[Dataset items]
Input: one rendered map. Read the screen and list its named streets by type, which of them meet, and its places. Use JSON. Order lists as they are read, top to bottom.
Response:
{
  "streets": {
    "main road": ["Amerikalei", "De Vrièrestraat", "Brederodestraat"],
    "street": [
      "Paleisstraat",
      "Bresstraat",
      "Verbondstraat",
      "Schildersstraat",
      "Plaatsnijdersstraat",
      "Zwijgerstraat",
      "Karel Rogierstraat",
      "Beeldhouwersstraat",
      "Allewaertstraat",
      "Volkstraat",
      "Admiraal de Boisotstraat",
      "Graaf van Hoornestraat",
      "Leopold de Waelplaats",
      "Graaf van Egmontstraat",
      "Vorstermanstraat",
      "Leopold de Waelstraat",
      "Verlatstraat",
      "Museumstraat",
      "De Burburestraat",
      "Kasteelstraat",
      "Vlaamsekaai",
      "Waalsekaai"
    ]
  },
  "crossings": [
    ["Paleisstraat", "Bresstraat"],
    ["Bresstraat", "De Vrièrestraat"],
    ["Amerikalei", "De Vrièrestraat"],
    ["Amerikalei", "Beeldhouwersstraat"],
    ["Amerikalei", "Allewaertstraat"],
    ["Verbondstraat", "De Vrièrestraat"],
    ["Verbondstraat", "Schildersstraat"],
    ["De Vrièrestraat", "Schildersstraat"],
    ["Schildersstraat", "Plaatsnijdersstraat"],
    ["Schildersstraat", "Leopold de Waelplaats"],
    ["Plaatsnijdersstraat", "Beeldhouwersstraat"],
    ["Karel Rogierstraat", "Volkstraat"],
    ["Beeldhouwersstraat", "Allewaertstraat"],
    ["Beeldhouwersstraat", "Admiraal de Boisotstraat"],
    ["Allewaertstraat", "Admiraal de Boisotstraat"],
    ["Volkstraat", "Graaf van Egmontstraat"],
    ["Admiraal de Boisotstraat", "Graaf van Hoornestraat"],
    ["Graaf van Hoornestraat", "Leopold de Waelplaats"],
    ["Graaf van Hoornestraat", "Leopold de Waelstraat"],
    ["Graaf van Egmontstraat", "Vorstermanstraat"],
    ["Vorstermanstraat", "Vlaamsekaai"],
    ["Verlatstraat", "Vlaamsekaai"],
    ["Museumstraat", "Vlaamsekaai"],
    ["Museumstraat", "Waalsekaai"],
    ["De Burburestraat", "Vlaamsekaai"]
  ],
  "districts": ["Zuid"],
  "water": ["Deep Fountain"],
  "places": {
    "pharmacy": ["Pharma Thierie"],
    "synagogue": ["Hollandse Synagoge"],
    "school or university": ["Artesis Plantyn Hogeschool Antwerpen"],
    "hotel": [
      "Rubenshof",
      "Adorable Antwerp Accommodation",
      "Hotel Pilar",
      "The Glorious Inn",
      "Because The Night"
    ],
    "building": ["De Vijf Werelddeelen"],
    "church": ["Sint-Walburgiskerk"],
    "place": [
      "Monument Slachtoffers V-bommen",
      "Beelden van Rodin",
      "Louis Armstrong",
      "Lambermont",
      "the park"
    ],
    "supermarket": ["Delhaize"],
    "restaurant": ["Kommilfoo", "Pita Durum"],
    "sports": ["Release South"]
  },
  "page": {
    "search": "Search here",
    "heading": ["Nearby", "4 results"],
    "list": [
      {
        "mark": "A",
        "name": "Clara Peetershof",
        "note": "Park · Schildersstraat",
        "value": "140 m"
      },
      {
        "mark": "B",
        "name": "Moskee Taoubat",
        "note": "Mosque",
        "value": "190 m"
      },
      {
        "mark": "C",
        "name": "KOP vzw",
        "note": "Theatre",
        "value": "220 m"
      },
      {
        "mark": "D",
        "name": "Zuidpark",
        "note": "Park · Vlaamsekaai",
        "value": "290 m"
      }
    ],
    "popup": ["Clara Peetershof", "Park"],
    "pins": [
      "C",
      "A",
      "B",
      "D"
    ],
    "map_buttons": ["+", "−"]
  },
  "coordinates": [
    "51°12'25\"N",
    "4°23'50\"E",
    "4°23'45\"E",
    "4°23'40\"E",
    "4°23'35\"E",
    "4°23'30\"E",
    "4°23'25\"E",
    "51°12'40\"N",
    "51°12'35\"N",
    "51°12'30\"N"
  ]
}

> [Task prompt]
Each entry above should be repeated exactly, with no line left out.

> [Exercise answer]
Input: one rendered map. Read the screen and list its named streets by type, which of them meet, and its places. Use JSON. Order lists as they are read, top to bottom.
Response:
{
  "streets": {
    "main road": ["Amerikalei", "De Vrièrestraat", "Brederodestraat"],
    "street": [
      "Paleisstraat",
      "Bresstraat",
      "Verbondstraat",
      "Schildersstraat",
      "Plaatsnijdersstraat",
      "Zwijgerstraat",
      "Karel Rogierstraat",
      "Beeldhouwersstraat",
      "Allewaertstraat",
      "Volkstraat",
      "Admiraal de Boisotstraat",
      "Graaf van Hoornestraat",
      "Leopold de Waelplaats",
      "Graaf van Egmontstraat",
      "Vorstermanstraat",
      "Leopold de Waelstraat",
      "Verlatstraat",
      "Museumstraat",
      "De Burburestraat",
      "Kasteelstraat",
      "Vlaamsekaai",
      "Waalsekaai"
    ]
  },
  "crossings": [
    ["Paleisstraat", "Bresstraat"],
    ["Bresstraat", "De Vrièrestraat"],
    ["Amerikalei", "De Vrièrestraat"],
    ["Amerikalei", "Beeldhouwersstraat"],
    ["Amerikalei", "Allewaertstraat"],
    ["Verbondstraat", "De Vrièrestraat"],
    ["Verbondstraat", "Schildersstraat"],
    ["De Vrièrestraat", "Schildersstraat"],
    ["Schildersstraat", "Plaatsnijdersstraat"],
    ["Schildersstraat", "Leopold de Waelplaats"],
    ["Plaatsnijdersstraat", "Beeldhouwersstraat"],
    ["Karel Rogierstraat", "Volkstraat"],
    ["Beeldhouwersstraat", "Allewaertstraat"],
    ["Beeldhouwersstraat", "Admiraal de Boisotstraat"],
    ["Allewaertstraat", "Admiraal de Boisotstraat"],
    ["Volkstraat", "Graaf van Egmontstraat"],
    ["Admiraal de Boisotstraat", "Graaf van Hoornestraat"],
    ["Graaf van Hoornestraat", "Leopold de Waelplaats"],
    ["Graaf van Hoornestraat", "Leopold de Waelstraat"],
    ["Graaf van Egmontstraat", "Vorstermanstraat"],
    ["Vorstermanstraat", "Vlaamsekaai"],
    ["Verlatstraat", "Vlaamsekaai"],
    ["Museumstraat", "Vlaamsekaai"],
    ["Museumstraat", "Waalsekaai"],
    ["De Burburestraat", "Vlaamsekaai"]
  ],
  "districts": ["Zuid"],
  "water": ["Deep Fountain"],
  "places": {
    "pharmacy": ["Pharma Thierie"],
    "synagogue": ["Hollandse Synagoge"],
    "school or university": ["Artesis Plantyn Hogeschool Antwerpen"],
    "hotel": [
      "Rubenshof",
      "Adorable Antwerp Accommodation",
      "Hotel Pilar",
      "The Glorious Inn",
      "Because The Night"
    ],
    "building": ["De Vijf Werelddeelen"],
    "church": ["Sint-Walburgiskerk"],
    "place": [
      "Monument Slachtoffers V-bommen",
      "Beelden van Rodin",
      "Louis Armstrong",
      "Lambermont",
      "the park"
    ],
    "supermarket": ["Delhaize"],
    "restaurant": ["Kommilfoo", "Pita Durum"],
    "sports": ["Release South"]
  },
  "page": {
    "search": "Search here",
    "heading": ["Nearby", "4 results"],
    "list": [
      {
        "mark": "A",
        "name": "Clara Peetershof",
        "note": "Park · Schildersstraat",
        "value": "140 m"
      },
      {
        "mark": "B",
        "name": "Moskee Taoubat",
        "note": "Mosque",
        "value": "190 m"
      },
      {
        "mark": "C",
        "name": "KOP vzw",
        "note": "Theatre",
        "value": "220 m"
      },
      {
        "mark": "D",
        "name": "Zuidpark",
        "note": "Park · Vlaamsekaai",
        "value": "290 m"
      }
    ],
    "popup": ["Clara Peetershof", "Park"],
    "pins": [
      "C",
      "A",
      "B",
      "D"
    ],
    "map_buttons": ["+", "−"]
  },
  "coordinates": [
    "51°12'25\"N",
    "4°23'50\"E",
    "4°23'45\"E",
    "4°23'40\"E",
    "4°23'35\"E",
    "4°23'30\"E",
    "4°23'25\"E",
    "51°12'40\"N",
    "51°12'35\"N",
    "51°12'30\"N"
  ]
}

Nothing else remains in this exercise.